Stored data:
*** Block opens ***

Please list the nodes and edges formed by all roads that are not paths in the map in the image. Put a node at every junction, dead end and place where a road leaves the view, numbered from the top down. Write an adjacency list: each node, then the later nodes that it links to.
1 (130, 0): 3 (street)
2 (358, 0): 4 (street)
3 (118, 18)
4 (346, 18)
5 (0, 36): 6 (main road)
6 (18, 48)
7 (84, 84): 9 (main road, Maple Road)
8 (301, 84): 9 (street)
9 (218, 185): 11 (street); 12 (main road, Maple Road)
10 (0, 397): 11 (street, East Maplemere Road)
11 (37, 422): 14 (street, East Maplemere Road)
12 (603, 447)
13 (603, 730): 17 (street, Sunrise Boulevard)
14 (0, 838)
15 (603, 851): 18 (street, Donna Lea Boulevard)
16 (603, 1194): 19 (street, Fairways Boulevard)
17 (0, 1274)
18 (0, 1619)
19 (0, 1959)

*** Block closes ***

> _BRIEF_:
Please output the complete data exactly.

> _WRITTEN REPLY_:
Please list the nodes and edges formed by all roads that are not paths in the map in the image. Put a node at every junction, dead end and place where a road leaves the view, numbered from the top down. Write an adjacency list: each node, then the later nodes that it links to.
1 (130, 0): 3 (street)
2 (358, 0): 4 (street)
3 (118, 18)
4 (346, 18)
5 (0, 36): 6 (main road)
6 (18, 48)
7 (84, 84): 9 (main road, Maple Road)
8 (301, 84): 9 (street)
9 (218, 185): 11 (street); 12 (main road, Maple Road)
10 (0, 397): 11 (street, East Maplemere Road)
11 (37, 422): 14 (street, East Maplemere Road)
12 (603, 447)
13 (603, 730): 17 (street, Sunrise Boulevard)
14 (0, 838)
15 (603, 851): 18 (street, Donna Lea Boulevard)
16 (603, 1194): 19 (street, Fairways Boulevard)
17 (0, 1274)
18 (0, 1619)
19 (0, 1959)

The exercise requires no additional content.